The tire building drum according to claim 1, wherein said first drum (212) is a first radial stroke of the drum, and said second drum (213) is a second radial stroke of the drum. Wherein the first radial stroke is less than the second radial stroke when the first bulge (212) and the second bulge (213) are simultaneously expanded or contracted.
The tire building drum according to claim 1, wherein said first drum (212) and said second drum (213) further comprise a plug portion (2121) extending from a side of the body portion (2120).
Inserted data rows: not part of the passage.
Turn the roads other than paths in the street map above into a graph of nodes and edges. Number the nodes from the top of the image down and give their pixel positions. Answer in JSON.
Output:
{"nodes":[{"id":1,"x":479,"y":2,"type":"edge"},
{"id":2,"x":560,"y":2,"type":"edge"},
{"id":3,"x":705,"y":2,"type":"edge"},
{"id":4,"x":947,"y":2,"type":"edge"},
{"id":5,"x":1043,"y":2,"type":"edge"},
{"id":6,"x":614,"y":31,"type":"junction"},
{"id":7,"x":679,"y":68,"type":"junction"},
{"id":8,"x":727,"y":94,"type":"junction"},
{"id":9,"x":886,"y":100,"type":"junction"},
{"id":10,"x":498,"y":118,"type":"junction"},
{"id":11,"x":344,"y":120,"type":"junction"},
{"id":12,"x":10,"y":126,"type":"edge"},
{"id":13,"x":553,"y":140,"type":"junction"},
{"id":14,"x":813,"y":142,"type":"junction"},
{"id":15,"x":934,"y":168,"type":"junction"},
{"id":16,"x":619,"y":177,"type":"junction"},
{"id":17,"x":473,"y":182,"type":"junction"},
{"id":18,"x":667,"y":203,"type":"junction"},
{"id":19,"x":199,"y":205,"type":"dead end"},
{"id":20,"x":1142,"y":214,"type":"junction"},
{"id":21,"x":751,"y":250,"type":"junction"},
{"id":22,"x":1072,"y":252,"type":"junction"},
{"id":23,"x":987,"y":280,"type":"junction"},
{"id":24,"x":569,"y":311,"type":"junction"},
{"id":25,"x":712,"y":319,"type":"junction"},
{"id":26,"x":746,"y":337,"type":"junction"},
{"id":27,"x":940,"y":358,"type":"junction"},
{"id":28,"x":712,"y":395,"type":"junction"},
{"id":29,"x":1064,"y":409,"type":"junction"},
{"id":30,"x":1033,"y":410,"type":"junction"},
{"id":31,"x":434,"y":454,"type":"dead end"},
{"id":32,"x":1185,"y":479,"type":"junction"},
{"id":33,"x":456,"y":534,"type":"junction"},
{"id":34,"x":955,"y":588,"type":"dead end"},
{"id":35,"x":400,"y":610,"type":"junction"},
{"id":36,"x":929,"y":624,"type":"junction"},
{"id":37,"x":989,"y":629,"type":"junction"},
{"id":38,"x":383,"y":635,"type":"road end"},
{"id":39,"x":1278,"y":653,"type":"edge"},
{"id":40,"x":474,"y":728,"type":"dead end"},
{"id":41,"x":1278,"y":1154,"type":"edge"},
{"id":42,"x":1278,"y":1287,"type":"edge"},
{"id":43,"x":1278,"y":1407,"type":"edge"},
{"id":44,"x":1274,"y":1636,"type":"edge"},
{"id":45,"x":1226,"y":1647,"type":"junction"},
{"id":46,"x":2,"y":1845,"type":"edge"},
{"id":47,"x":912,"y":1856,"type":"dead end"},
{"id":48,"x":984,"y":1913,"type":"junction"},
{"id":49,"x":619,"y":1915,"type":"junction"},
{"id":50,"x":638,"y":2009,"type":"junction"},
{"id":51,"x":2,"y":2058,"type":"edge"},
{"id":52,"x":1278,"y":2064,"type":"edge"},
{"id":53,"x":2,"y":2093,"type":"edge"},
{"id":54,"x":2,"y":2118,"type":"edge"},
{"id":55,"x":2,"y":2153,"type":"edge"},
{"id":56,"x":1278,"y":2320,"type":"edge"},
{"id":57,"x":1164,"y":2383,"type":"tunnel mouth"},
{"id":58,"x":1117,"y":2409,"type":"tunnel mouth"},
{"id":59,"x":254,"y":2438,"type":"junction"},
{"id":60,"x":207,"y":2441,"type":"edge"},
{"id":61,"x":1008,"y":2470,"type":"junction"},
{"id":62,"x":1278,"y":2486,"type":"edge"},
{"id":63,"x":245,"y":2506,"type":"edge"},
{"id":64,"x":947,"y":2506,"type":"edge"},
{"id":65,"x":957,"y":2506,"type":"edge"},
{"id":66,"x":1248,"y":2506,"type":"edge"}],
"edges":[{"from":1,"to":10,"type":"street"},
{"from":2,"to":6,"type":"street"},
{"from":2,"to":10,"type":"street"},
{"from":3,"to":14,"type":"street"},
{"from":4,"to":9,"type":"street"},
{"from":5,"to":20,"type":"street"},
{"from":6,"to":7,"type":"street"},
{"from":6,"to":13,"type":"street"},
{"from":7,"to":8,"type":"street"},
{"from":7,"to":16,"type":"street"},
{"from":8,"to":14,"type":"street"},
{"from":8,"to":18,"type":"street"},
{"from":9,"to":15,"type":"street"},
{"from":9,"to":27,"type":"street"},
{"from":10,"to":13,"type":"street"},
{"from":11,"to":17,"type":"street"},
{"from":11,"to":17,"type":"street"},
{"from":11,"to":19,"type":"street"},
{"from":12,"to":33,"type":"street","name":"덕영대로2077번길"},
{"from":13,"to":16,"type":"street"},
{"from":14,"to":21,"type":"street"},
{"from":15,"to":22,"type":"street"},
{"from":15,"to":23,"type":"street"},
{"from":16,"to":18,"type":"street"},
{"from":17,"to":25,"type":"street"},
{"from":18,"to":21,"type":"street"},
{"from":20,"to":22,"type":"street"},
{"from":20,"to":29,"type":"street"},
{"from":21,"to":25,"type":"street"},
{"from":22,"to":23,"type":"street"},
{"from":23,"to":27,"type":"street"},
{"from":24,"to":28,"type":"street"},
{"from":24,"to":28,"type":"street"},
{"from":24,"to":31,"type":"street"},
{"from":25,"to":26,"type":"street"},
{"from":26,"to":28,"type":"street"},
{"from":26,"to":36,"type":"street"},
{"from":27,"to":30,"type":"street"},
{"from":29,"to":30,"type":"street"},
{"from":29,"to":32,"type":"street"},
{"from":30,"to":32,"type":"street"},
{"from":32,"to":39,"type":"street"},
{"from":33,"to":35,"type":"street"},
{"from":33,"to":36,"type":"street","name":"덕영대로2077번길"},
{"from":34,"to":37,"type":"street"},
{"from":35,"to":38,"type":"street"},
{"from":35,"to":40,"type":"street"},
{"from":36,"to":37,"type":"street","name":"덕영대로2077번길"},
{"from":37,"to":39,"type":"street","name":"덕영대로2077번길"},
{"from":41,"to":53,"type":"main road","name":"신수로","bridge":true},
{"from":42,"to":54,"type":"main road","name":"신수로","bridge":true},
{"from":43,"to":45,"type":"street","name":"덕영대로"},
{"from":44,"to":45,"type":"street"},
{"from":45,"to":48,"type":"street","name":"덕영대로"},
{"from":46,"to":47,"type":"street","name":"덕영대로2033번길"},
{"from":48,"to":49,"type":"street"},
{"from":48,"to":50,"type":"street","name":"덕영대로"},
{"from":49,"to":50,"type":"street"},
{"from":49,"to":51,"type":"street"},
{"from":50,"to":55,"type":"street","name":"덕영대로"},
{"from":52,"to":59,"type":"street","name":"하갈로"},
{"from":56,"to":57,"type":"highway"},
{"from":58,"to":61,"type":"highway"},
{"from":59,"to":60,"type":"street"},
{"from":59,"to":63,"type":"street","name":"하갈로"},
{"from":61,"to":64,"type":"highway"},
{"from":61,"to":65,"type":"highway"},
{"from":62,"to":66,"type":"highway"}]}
The plug portion (2121) includes at least one elongated finger portion (2105), and the finger portions (2105) of the two half drums (210) are interlaced with each other to make the two middle drums (21) The axial mutual engagement fits.
The tire building drum according to claim 1, wherein an outer side surface and an outer circumferential surface of said ring surrounded by said plurality of said body portions (2120) are seamless.